Indeed, an assembled set is but a first draft. Clients are asked to hit each new club as he takes in a second set of results from a TrackMan launch monitor and a strike board, enabling Butler to make final adjustments to lie angles and lofts, and ensure that the carry between each club is roughly equal. When satisfied that the clubs are pure, only then does Butler allow them out of the studio and onto a course.
“To see people smile when they hit these clubs means everything,” he adds. “It’s my hobby and my passion.” And it certainly translates to satisfied clients, including executives, professional players and even golfers who work for other club-fitting companies. Says Wayne Freedman, a San Francisco television reporter and Marin County golfer now on his second set of Butler-crafted irons: “Hitting a club made by David is like your first taste of chocolate.”
The Not List
With off-the-shelf clubs you get what you pay for. Many sets feature shafts with mismatched flexes and frequencies, attached to heads manufactured with relatively loose quality tolerances. According to a study sponsored by Golf magazine, 70 percent of core and avid golfers who bought clubs in the past year did not get custom fit. About 20 percent got a cursory fitting with loft and lie angles, and only about ten percent were tested on a launch monitor — three quarters of whom reported playing much better than before.
A session with a master like David Butler will likely cost $250 to $300, and a set of custom-assembled Miura irons with Butler’s private inventory of premium True Temper will cost three to four times more than premium branded clubs. That notwithstanding, a complete and thorough fitting was a much different experience than anything else in golf.
The Magic of Materials
A Midwestern native, David Butler attended The Ohio State University and played football for fabled Coach Woody Hayes. He found his operational and supply-chain work at Chrysler fascinating, and in an eclectic career has also worked on a nuclear reactor, flew airplanes, and crewed a AA Fuel National Drag Racing Champion — all of which explains his interest in engines. “I’ve been making and fixing clubs for more than 50 years,” he explains. “It started with my friends.”
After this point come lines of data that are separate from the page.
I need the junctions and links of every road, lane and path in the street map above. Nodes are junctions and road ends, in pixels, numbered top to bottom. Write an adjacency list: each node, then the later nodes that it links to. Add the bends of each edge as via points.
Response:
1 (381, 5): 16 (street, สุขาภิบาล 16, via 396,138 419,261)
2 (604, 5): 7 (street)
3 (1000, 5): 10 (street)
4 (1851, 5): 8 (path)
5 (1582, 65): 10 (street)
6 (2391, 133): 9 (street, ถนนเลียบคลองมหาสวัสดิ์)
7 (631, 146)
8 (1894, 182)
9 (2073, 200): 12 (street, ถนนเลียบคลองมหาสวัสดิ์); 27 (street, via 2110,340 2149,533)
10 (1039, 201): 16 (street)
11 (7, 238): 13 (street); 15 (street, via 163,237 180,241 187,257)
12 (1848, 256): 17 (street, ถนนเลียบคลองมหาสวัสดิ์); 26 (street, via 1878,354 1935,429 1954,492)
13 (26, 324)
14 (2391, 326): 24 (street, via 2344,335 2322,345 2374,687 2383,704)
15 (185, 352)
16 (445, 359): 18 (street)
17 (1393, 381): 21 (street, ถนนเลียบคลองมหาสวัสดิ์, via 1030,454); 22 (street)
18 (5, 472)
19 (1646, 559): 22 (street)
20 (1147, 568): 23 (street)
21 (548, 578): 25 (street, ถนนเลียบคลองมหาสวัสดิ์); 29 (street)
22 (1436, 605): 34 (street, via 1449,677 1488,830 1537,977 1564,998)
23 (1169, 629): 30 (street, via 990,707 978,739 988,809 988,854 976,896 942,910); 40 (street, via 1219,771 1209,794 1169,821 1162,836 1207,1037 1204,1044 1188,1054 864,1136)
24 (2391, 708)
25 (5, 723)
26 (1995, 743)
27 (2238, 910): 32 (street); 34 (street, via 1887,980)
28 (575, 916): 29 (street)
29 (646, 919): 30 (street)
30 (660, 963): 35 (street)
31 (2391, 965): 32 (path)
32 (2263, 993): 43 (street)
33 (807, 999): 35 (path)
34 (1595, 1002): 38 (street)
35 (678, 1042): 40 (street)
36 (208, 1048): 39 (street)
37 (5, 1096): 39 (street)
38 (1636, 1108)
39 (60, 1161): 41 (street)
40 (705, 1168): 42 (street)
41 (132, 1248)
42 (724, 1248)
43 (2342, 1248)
Today he works exclusively with the heads designed and forged by Japan’s Katsuhiro Miura and his sons. Often referred to as having “the hands of God,” Miura makes irons softer than most. “Miura takes out the top layer with the impurities, and uses only the best low-carbon premium steel,” says Butler. Because his dedication to quality is so closely aligned with Miura’s, the Japanese firm named him their first Featured Dealer in the U.S., and Mr. Miura personally presented him with a set of irons engraved with Butler’s signature on each club.
A Fitting Lesson
On the TrackMan studio, Butler compared ball speed, face angle, vertical launch angle, smash factor and more across different shafts, weights and flexes, then across five different Miura heads. The data showed an average smash factor of 1.4, close to the hypothetical best of 1.5. Smash factor is actually more important than club-head speed at impact: one extra mph of club-head speed gives about a yard, but one extra mph of ball speed yields three yards down the fairway.
Butler’s conclusion: clubs with True Temper ultra-light M-80 shafts about a half-inch longer than standard, but still stiff, with a mid-sized grip. If the clubs performed in the real world as they did on the TrackMan, the result would be about 20 to 25 more yards of carry and roll from a well-fitted six iron. A good fitting, then, is also something of a major golf lesson — and when pure shots start heading long, high and straight, Dr. Grip’s passion is once again refueled.